Sonunda, öğretmen olmaya hak kazandık. Müdürümüz öyle nutuk atmayı, öğüt vermeyi seven biri değildi. Karşımıza geçip herhangi bir konuda konuşma yaptığına da tanık olmadık hiçbir zaman. Ama, mezuniyet törenimizde, birkaç cümle konuştu: "Şimdi sizler köylere dağılacaksınız. Sizlere; rahat etmeniz, köylü tarafından kabul görmeniz için, çevreye uyma, başınızı kapatma konusunda telkinde bulunanlar olacaktır. Bu telkinlere kanmayın, köylere ışık götürme görevini üstlendiğinizi asla unutmayın!" Bu telkinlere kanar mıydım, kanmaz mıydım bilmiyorum; ama, müdürümüzün bu sözlerini hep aklımın bir köşesinde tuttum.
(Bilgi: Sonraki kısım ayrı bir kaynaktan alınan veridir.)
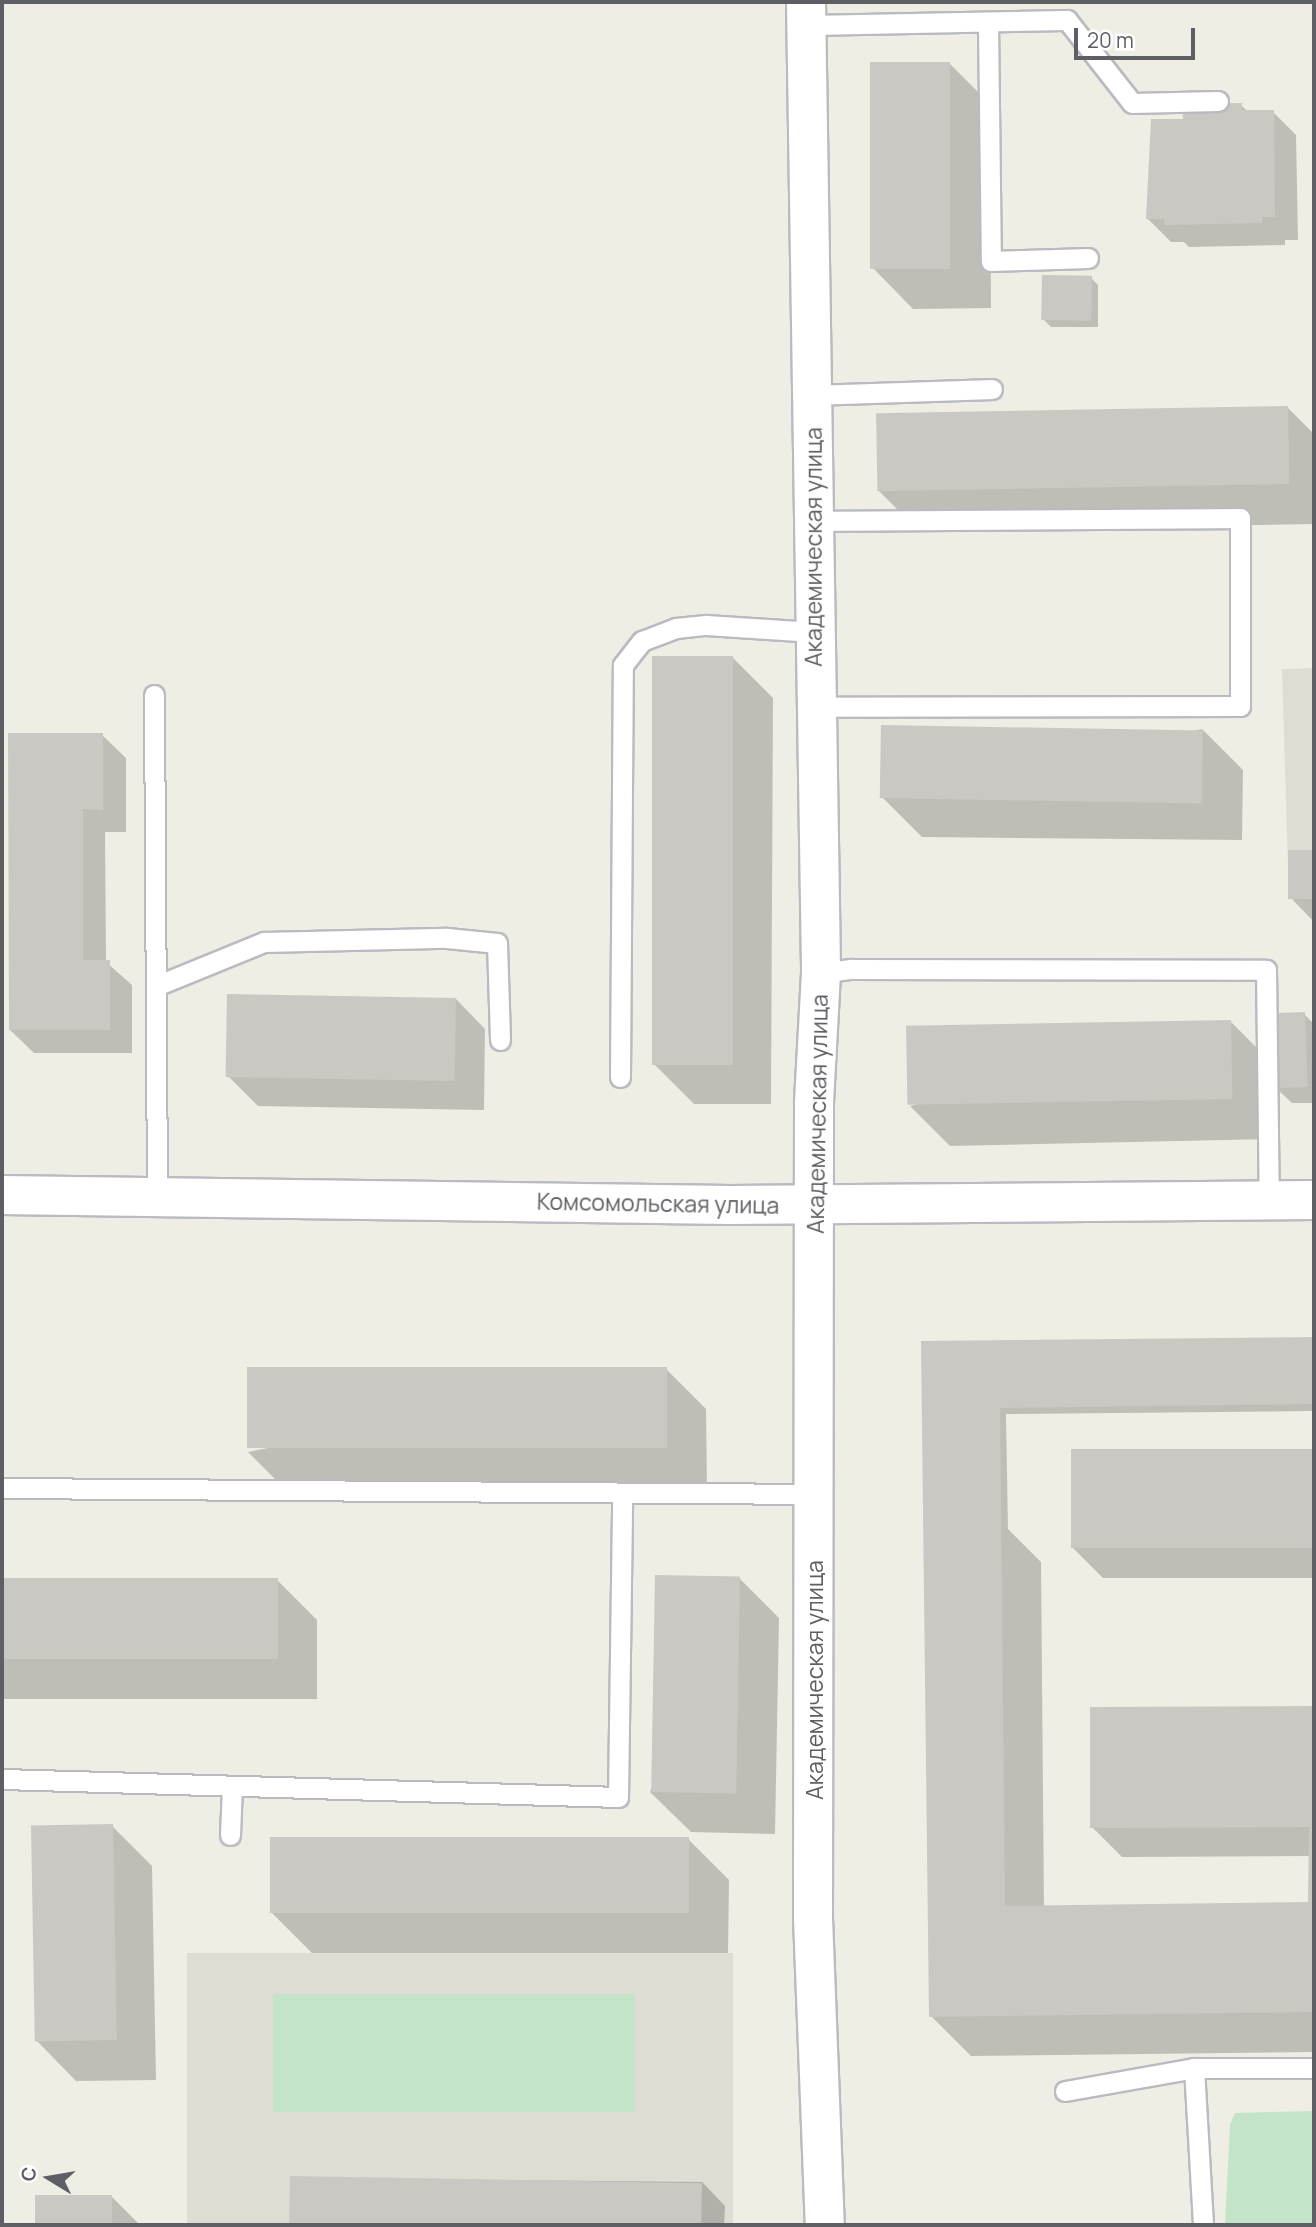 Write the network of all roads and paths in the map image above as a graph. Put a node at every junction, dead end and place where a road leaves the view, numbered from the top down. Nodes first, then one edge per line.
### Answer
1 (807, 13) edge
2 (988, 23) junction
3 (1218, 101) dead end
4 (1088, 258) dead end
5 (992, 389) dead end
6 (813, 395) junction
7 (812, 521) junction
8 (814, 632) junction
9 (154, 695) dead end
10 (814, 707) junction
11 (821, 973) junction
12 (156, 986) junction
13 (500, 1040) dead end
14 (620, 1077) dead end
15 (2, 1195) edge
16 (157, 1197) junction
17 (1314, 1200) edge
18 (1269, 1201) junction
19 (814, 1205) junction
20 (2, 1488) edge
21 (815, 1494) junction
22 (622, 1495) junction
23 (2, 1779) edge
24 (232, 1786) junction
25 (230, 1835) dead end
26 (1194, 2068) junction
27 (1314, 2068) edge
28 (1065, 2091) dead end
29 (825, 2225) edge
30 (1203, 2225) edge

1 - 2 lane
1 - 6 street, Академическая улица
2 - 3 lane
2 - 4 lane
5 - 6 lane
6 - 7 street, Академическая улица
7 - 8 street, Академическая улица
7 - 10 lane
8 - 10 street, Академическая улица
8 - 14 lane
9 - 12 lane
10 - 11 street, Академическая улица
11 - 18 lane
11 - 19 street, Академическая улица
12 - 13 lane
12 - 16 lane
15 - 16 street, Комсомольская улица
16 - 19 street, Комсомольская улица
17 - 18 street, Комсомольская улица
18 - 19 street, Комсомольская улица
19 - 21 street, Академическая улица
20 - 22 lane
21 - 22 lane
21 - 29 street, Академическая улица
22 - 24 lane
23 - 24 lane
24 - 25 lane
26 - 27 lane
26 - 28 lane
26 - 30 lane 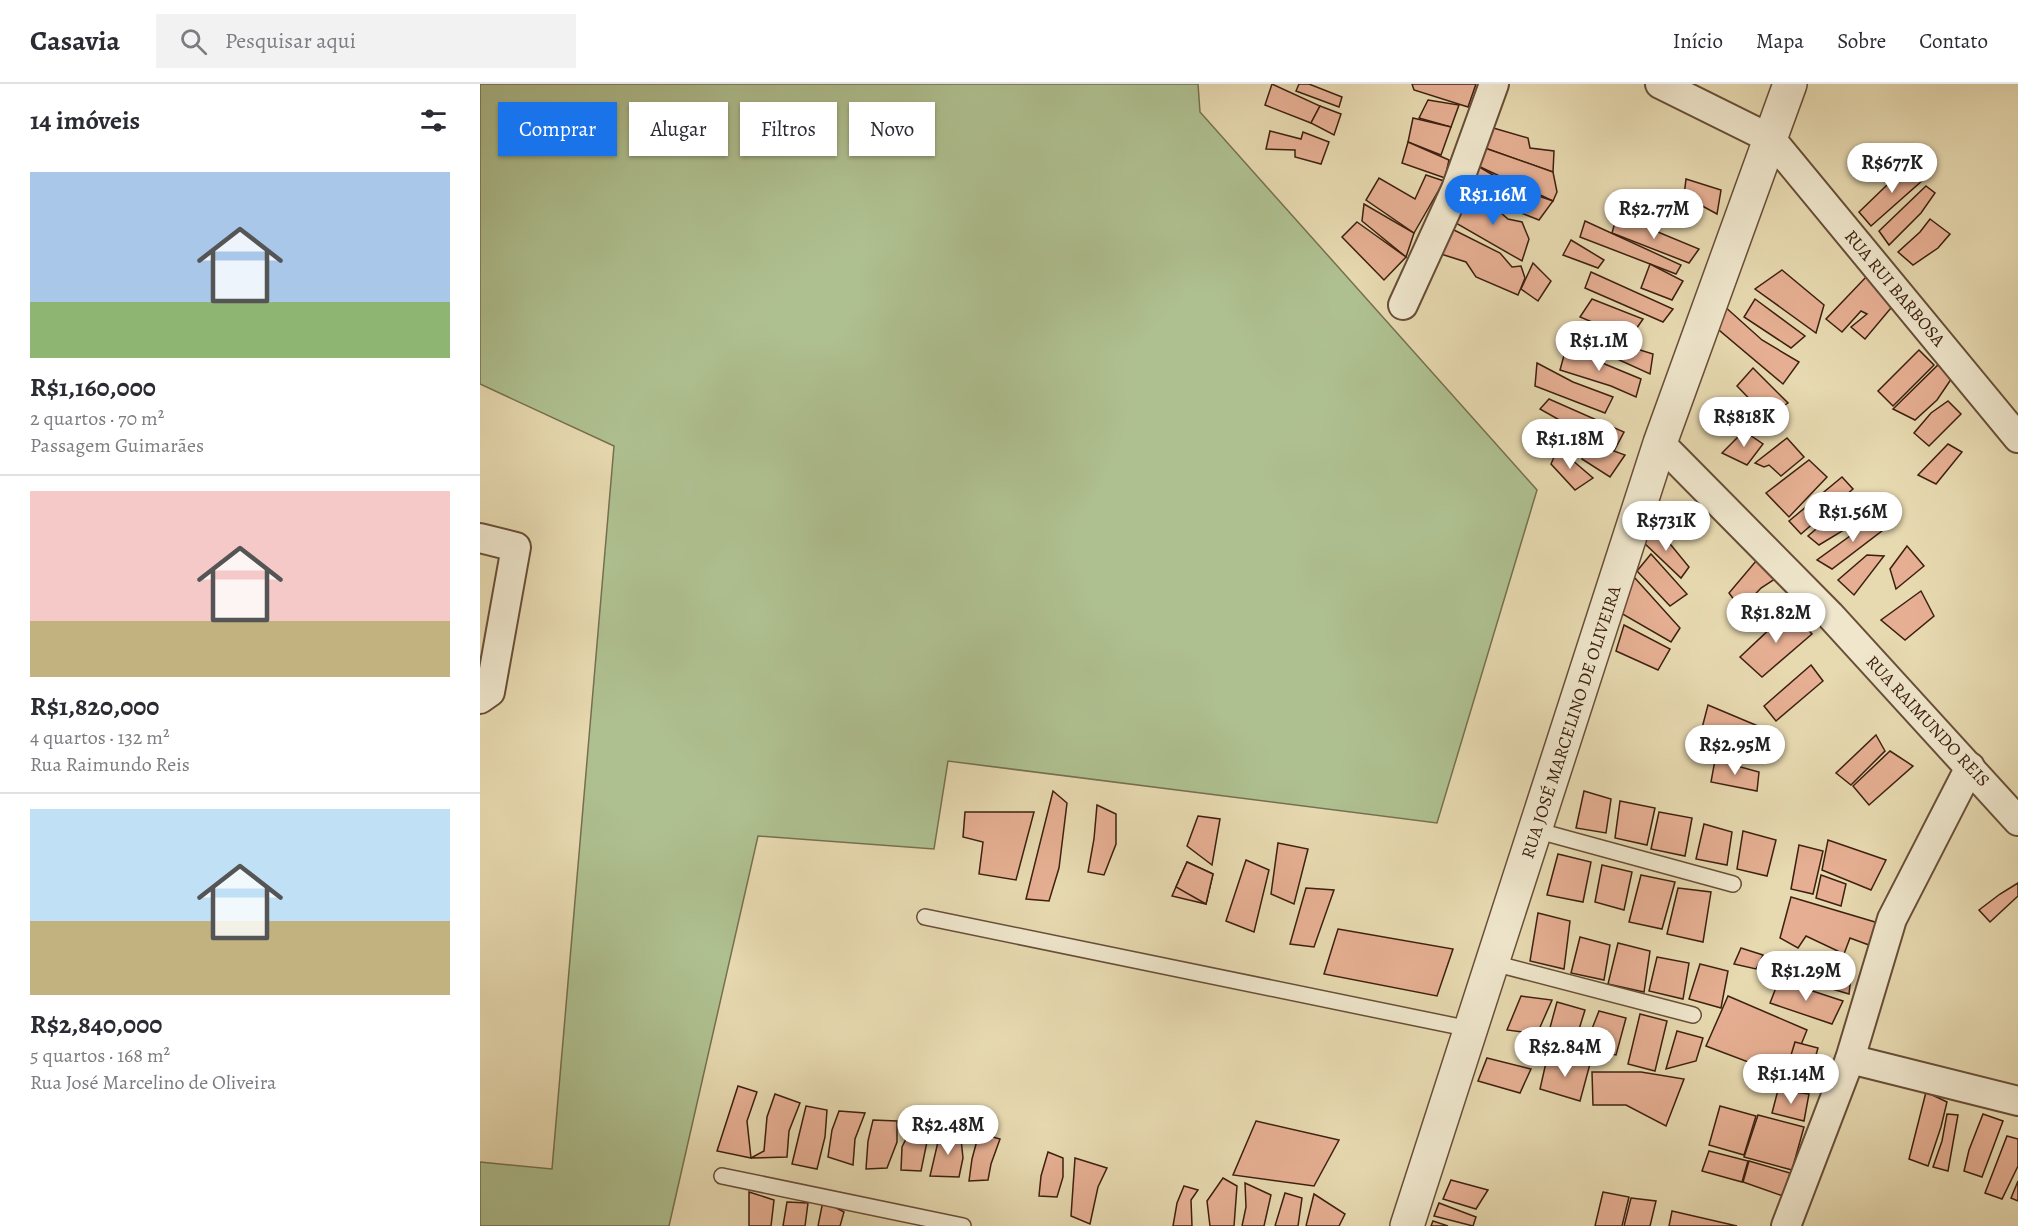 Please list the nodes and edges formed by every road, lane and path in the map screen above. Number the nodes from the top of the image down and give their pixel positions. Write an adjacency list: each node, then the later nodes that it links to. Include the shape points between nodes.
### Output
1 (1494, 84): 5 (street, via 1456,189)
2 (1660, 84): 4 (street)
3 (1790, 84): 4 (street, RUA JOSÉ MARCELINO DE OLIVEIRA)
4 (1771, 139): 6 (street, RUA RUI BARBOSA); 7 (street, RUA JOSÉ MARCELINO DE OLIVEIRA)
5 (1403, 304)
6 (2018, 438)
7 (1660, 443): 10 (street, RUA RAIMUNDO REIS, via 1830,615); 12 (street, RUA JOSÉ MARCELINO DE OLIVEIRA)
8 (480, 538): 9 (street, via 516,547 490,692)
9 (480, 699)
10 (1970, 767): 11 (street, RUA RAIMUNDO REIS); 18 (street, via 1892,919)
11 (2018, 821)
12 (1536, 830): 13 (lane); 15 (street, RUA JOSÉ MARCELINO DE OLIVEIRA)
13 (1733, 884)
14 (925, 917): 17 (lane)
15 (1493, 963): 16 (lane); 17 (street, RUA JOSÉ MARCELINO DE OLIVEIRA)
16 (1693, 1015)
17 (1470, 1029): 22 (street, RUA JOSÉ MARCELINO DE OLIVEIRA)
18 (1850, 1059): 19 (street); 23 (street)
19 (2018, 1101)
20 (722, 1176): 21 (lane)
21 (963, 1226)
22 (1407, 1226)
23 (1786, 1226)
Ayrıca, iyi bir fotoğrafçı, aynı zamanda resimle ilgilenen müdürümüz, bana hep şunu düşündürdü: İçinde sanatçılık ruhu taşıyan kişiler, dünyayı değiştirip dönüştürme gücüne de sahiptirler.
Sevgili Öğretmenim Aytaç Açıkalın, size müteşekkirim. Saygılarımı sevgilerimi, hürmetlerimi sunuyorum buradan.